= My Sister Lives on the Mantelpiece =

2011 novel by Annabel Pitcher

First edition (publ. Orion Books)

My Sister Lives On The Mantelpiece is a 2011 novel written by Annabel Pitcher. It won the 2012 Branford Boase Award, and received at least 25 other award nominations.

==Plot summary==
Ten-year-old Jamie Mathews moves to the Lake District from London with his 15-year-old sister Jasmine and alcoholic father after their mother has an affair and leaves them. Jasmine's twin sister, Rose, was killed on September 9 in the London Bombings five years earlier - her ashes remain in an urn on the mantelpiece.
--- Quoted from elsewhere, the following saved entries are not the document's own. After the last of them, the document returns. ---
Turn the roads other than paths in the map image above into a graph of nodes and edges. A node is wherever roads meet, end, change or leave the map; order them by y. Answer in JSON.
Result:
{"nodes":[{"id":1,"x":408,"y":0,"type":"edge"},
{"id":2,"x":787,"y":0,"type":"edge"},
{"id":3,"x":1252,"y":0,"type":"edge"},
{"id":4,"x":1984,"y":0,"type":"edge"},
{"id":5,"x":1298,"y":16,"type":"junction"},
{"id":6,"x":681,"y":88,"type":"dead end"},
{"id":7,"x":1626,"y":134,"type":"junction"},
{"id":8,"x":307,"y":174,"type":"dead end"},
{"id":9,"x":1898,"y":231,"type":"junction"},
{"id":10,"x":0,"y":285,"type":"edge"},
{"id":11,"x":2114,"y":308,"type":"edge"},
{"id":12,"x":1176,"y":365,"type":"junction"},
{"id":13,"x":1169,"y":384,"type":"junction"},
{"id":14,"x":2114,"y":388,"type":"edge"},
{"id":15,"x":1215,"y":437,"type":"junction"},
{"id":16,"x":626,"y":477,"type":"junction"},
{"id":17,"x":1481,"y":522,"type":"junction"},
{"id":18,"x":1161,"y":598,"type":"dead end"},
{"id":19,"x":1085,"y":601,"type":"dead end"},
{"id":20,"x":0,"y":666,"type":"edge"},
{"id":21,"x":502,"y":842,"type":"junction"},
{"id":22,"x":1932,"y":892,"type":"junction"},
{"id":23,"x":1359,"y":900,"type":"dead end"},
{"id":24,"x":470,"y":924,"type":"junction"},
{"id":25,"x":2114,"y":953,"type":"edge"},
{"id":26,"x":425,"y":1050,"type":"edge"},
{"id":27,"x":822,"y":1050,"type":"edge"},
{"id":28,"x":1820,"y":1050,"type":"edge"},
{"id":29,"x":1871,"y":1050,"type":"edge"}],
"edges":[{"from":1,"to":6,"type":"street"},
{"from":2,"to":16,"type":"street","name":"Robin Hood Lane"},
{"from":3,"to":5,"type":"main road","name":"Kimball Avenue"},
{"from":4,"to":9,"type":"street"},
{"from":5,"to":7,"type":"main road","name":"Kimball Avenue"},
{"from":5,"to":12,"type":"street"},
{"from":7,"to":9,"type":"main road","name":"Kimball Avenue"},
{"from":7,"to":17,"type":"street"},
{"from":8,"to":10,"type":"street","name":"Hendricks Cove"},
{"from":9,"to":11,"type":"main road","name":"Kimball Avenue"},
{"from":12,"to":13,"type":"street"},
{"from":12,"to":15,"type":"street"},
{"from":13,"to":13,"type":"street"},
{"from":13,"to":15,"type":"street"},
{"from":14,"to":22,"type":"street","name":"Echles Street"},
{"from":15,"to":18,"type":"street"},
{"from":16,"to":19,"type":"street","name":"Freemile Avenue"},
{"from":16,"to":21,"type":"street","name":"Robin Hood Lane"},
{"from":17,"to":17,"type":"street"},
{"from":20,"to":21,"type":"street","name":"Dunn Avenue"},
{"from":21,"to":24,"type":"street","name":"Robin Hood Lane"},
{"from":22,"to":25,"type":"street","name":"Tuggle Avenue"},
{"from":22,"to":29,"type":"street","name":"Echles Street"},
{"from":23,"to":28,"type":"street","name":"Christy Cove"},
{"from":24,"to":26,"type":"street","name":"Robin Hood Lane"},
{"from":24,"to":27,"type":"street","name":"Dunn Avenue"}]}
Jasmine and their parents have been deeply troubled by Rose's death, yet Jamie was too young to remember Rose and thus remains mostly unaffected. At his new Church of England school, Jamie befriends a Muslim girl named Sunya. Jamie's father has developed a Islamophobic belief following Rose's death, which he blames on the entire Muslim population. Knowing his father would not approve, Jamie struggles to keep his friendship with Sunya a secret from him while also trying to make sense of the tragedy that has permanently changed his family.

==Critical reception==
Critic Philip Ardagh of The Guardian succinctly headlined: "The fact that this is Pitcher's first foray into fiction is gob-smacking. It's a wonderful piece of writing."